Structured pose outputs
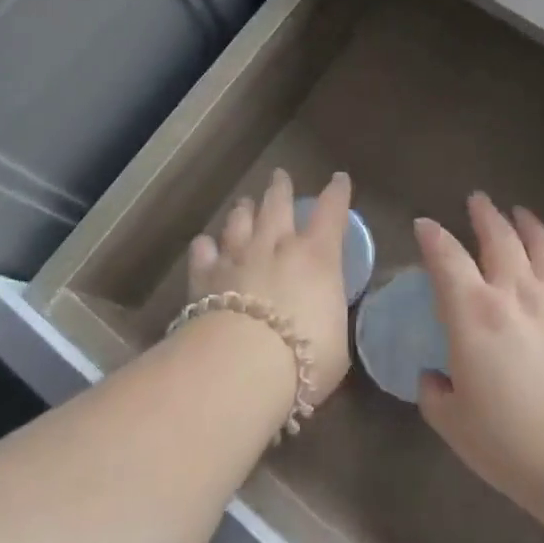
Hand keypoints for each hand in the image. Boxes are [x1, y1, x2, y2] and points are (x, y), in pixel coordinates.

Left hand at [188, 169, 354, 400]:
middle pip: (277, 205)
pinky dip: (205, 246)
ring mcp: (237, 257)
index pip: (332, 213)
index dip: (337, 194)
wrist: (240, 367)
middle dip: (280, 188)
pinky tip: (204, 245)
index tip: (339, 179)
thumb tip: (322, 313)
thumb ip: (327, 316)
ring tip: (244, 203)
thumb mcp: (336, 341)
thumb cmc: (304, 357)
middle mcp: (276, 246)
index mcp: (316, 257)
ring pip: (239, 222)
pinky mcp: (204, 277)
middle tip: (279, 175)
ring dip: (244, 210)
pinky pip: (203, 252)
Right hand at [415, 195, 543, 514]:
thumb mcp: (455, 425)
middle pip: (498, 237)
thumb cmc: (513, 445)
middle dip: (484, 214)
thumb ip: (436, 395)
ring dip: (529, 223)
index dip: (432, 236)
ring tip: (521, 212)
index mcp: (473, 312)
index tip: (425, 225)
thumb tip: (432, 378)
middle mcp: (516, 291)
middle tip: (478, 200)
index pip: (446, 258)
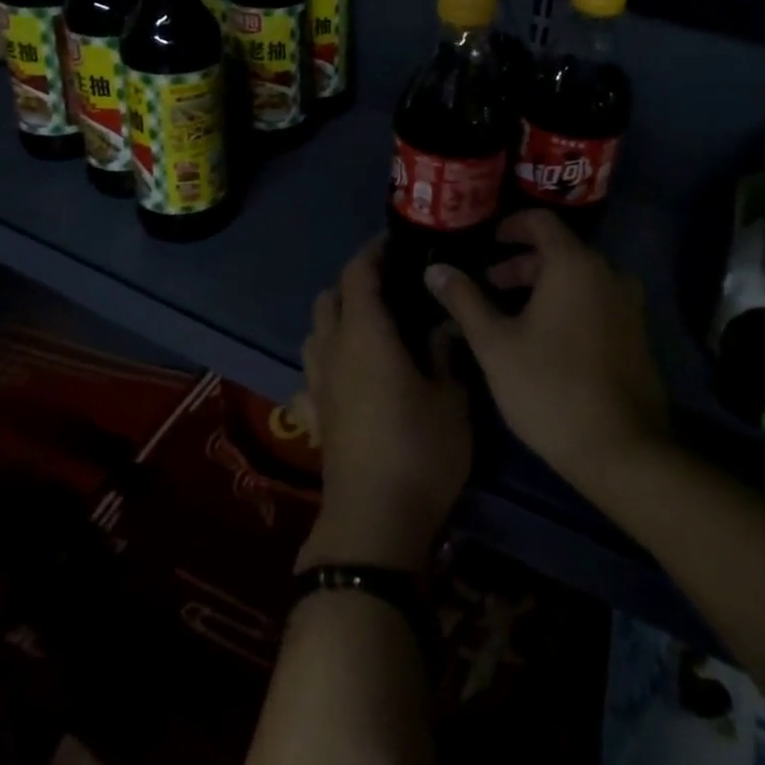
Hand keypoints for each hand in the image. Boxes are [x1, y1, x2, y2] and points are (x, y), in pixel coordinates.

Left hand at [298, 236, 471, 574]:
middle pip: (329, 298)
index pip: (358, 274)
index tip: (397, 241)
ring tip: (373, 323)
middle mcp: (334, 351)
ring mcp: (319, 385)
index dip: (374, 252)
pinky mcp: (316, 415)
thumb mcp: (451, 400)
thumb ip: (447, 353)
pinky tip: (350, 371)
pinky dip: (328, 357)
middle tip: (392, 283)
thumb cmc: (420, 451)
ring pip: (316, 331)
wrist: (375, 523)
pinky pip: (312, 370)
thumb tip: (444, 324)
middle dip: (355, 282)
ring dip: (337, 316)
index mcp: (366, 336)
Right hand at [424, 210, 668, 499]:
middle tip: (489, 285)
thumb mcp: (495, 344)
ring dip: (543, 285)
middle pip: (560, 250)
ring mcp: (629, 303)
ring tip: (511, 314)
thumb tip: (435, 269)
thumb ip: (464, 300)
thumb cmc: (549, 388)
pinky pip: (596, 299)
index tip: (486, 243)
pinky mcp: (637, 332)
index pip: (541, 221)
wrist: (621, 449)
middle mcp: (608, 273)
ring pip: (579, 277)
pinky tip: (545, 336)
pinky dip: (568, 303)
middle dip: (521, 263)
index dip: (510, 226)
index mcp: (575, 264)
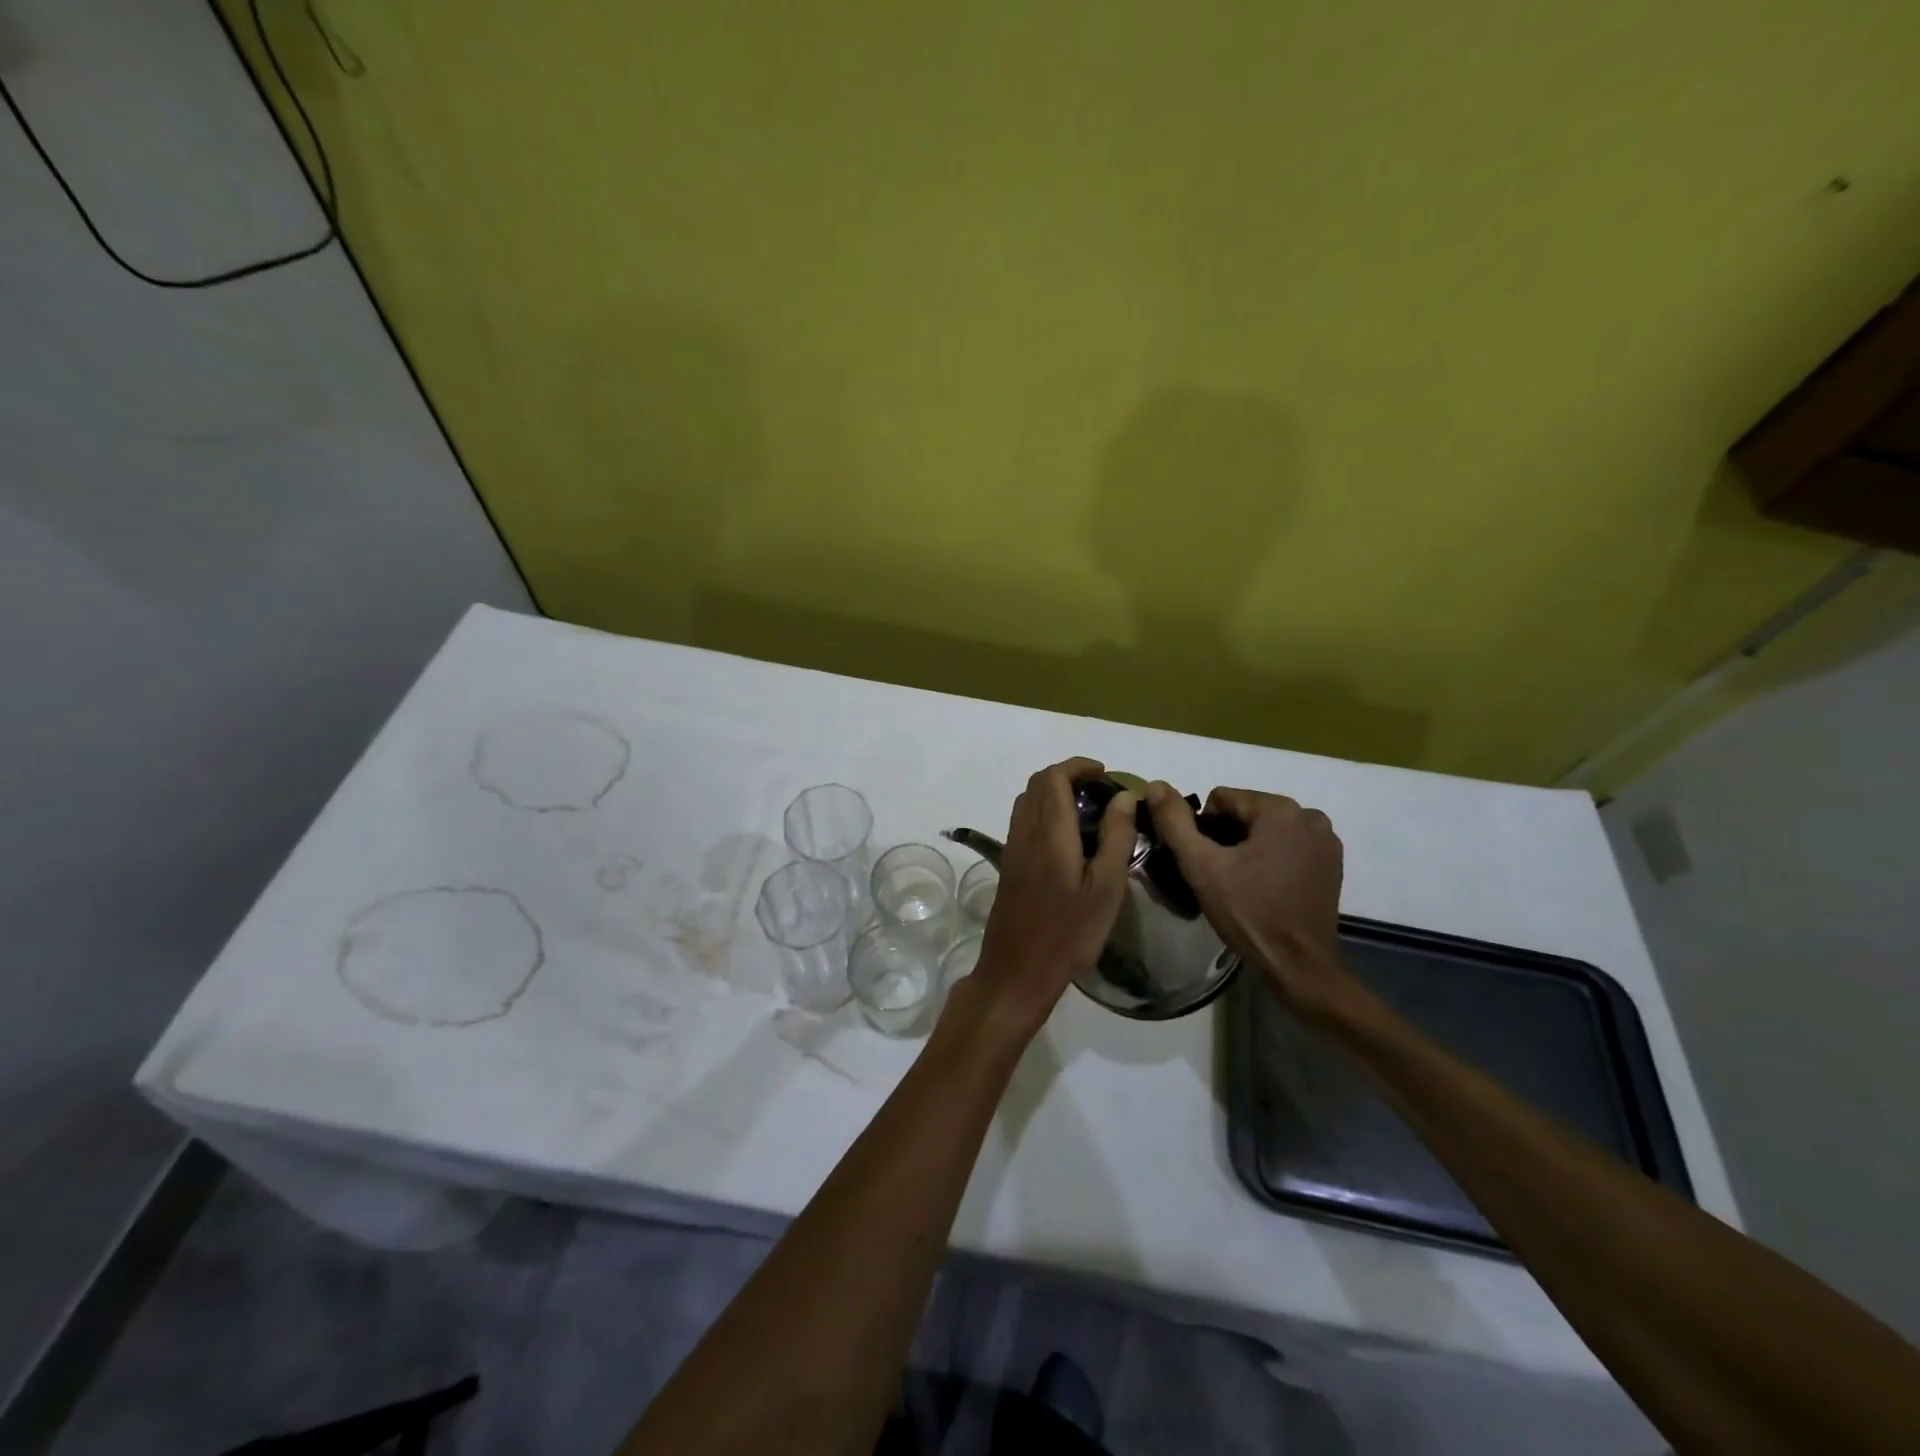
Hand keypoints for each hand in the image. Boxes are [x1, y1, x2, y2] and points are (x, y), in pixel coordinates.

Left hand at [970, 757, 1136, 1035]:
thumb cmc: (1069, 933)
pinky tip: (1068, 838)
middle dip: (1068, 775)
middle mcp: (1025, 832)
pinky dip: (1044, 812)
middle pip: (1038, 784)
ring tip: (1088, 810)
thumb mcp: (1105, 888)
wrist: (1017, 971)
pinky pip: (1023, 821)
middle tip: (1100, 790)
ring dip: (1053, 793)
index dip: (1078, 766)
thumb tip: (1125, 796)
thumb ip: (1116, 837)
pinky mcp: (1009, 865)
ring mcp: (1012, 849)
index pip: (1054, 777)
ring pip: (1028, 801)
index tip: (1105, 773)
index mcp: (1050, 832)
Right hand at [1145, 783, 1350, 1016]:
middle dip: (1228, 837)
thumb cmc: (1248, 912)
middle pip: (1247, 812)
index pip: (1222, 800)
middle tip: (1220, 875)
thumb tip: (1156, 785)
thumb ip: (1175, 822)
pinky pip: (1290, 845)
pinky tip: (1266, 886)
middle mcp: (1309, 815)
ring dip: (1251, 847)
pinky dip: (1273, 857)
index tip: (1206, 862)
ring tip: (1242, 883)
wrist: (1298, 965)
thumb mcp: (1201, 866)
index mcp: (1279, 809)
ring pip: (1268, 828)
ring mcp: (1326, 839)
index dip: (1204, 829)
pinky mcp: (1332, 862)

WHAT IS EXPECTED: Transcribe, exactly and without additions, the lines of the records above, beginning with the line that contains "pinky mcp: (204, 277)" and ending with the line that contains "index dip: (432, 236)", both included.

EXERCISE ANSWER:
pinky mcp: (204, 277)
middle tip: (279, 175)
ring dip: (244, 210)
pinky pip: (203, 252)
Right hand at [415, 195, 543, 514]:
thumb mcp: (455, 425)
middle pip: (498, 237)
thumb cmc: (513, 445)
middle dip: (484, 214)
thumb ip: (436, 395)
ring dip: (529, 223)
index dip: (432, 236)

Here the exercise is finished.